一冊の本との出逢いがきっかけで、山形に住まいを移してしまいました。
そんな風に言ってみれば、運命的でちょっと格好よく聞こえる(かもしれない)けれど、実際、周囲の皆々様へかけた心労はどれほどか。四年が経った今でも頭の下がる思いでいます。
庄内の在来作物とその再生を追ったノンフィクションに大変な感銘を受けた私は、本に出てくる作物や人々に逢いたい一心で、当時予定していたカナダへの留学をキャンセル。強引に山形県は庄内地方・鶴岡市へやってきてしまったのだから、我ながら驚きです。
単行本として刊行されたとき、『庄内パラディーゾ』と題されていたこの本に出逢わなければ、縁もゆかりもない山形で暮らすことは、きっとありませんでした。丸の内の保険会社でOLをしていた私が、地域を駆け回って人々から話を伺うことも、汗と土にまみれて野菜を育てることも、きっとなかったでしょう。
もちろん、こうして解説を書かせていただくなんていうことも。
そう考えると、とてもとても感慨深く感じます。ほんの一瞬の出来事が、人生をこんなにもがらりと変えてしまうものなのかと。
そんな運命的な出逢いをくれたのは、近所の図書館でした。東京で暮らしていた頃、家から五分とかからない場所に区立の図書館があり、休日ともなれば足を運び、適当な本を選んで時間を過ごすことを楽しみにしていました。
社会人になり迎えた四年目の冬。からからに乾いた空気の中、コートの襟を立てて足早に歩いた道中で、見上げた空いっぱいにケヤキが枝を広げていたことを、よく覚えています。
いつものように書架に並ぶ本の背表紙を追っていると、ふと「庄内」という文字が目につきます。庄内といえば、庄内平野。

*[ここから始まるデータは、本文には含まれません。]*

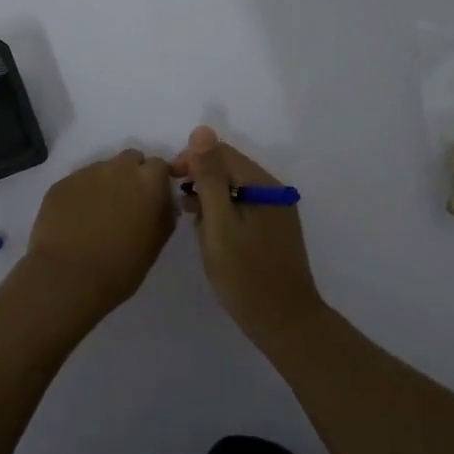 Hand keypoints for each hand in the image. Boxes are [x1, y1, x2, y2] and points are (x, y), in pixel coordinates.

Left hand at [25, 149, 176, 319]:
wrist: (69, 277)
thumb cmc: (122, 266)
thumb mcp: (157, 242)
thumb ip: (164, 214)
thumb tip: (163, 202)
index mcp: (149, 181)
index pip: (159, 166)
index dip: (157, 181)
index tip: (153, 199)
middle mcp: (119, 168)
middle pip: (130, 159)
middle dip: (132, 175)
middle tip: (126, 203)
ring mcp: (87, 173)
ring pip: (102, 170)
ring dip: (105, 184)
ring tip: (97, 214)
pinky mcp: (62, 183)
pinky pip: (78, 182)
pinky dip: (81, 195)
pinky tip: (75, 220)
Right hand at [171, 126, 323, 340]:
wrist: (284, 322)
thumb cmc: (245, 274)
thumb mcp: (219, 223)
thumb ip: (209, 177)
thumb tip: (202, 131)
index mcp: (263, 185)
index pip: (221, 153)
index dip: (191, 160)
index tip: (169, 182)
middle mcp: (274, 191)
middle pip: (230, 169)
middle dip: (200, 180)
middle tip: (180, 208)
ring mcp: (277, 211)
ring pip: (235, 189)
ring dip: (211, 198)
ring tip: (193, 222)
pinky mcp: (275, 230)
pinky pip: (244, 208)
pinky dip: (224, 213)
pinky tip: (212, 234) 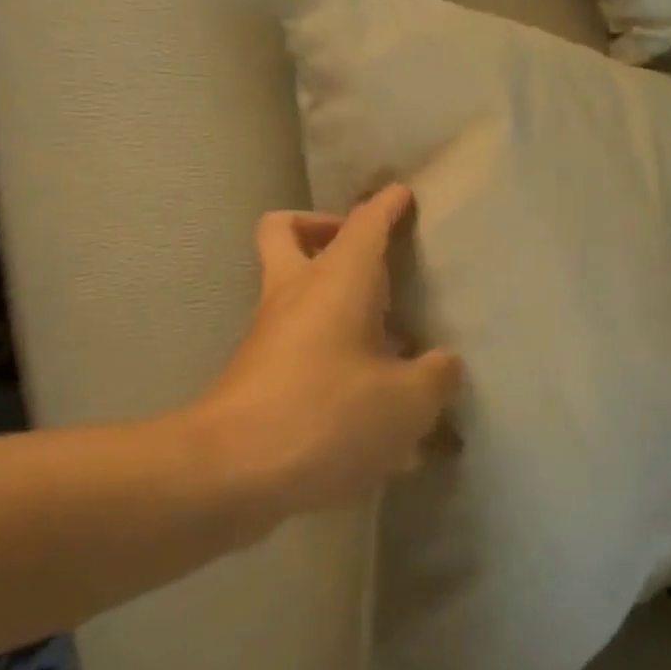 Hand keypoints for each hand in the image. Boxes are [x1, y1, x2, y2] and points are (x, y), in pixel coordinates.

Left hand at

庄内平野はたしか、山形だったはず。
当時、庄内に関する私の知識はその程度。にも関わらず目が留まったのは、意中の人の故郷が山形だったからでしょう。表紙には、冠雪した富士山に似た美しい山と、どこまでも広がる黄金色の田んぼが写っていました(本書、文庫版では巻頭の口絵に掲載されています)。
その日は中を開くことなく元の位置に戻したのですが、別の日に図書館を訪ねると、また庄内の二文字が目に入ります。これはきっと、何かのご縁。今度はカウンターで貸し出し手続きを済ませ、大事に家まで連れて帰りました。
その後に起こったことは、先に述べたとおりです。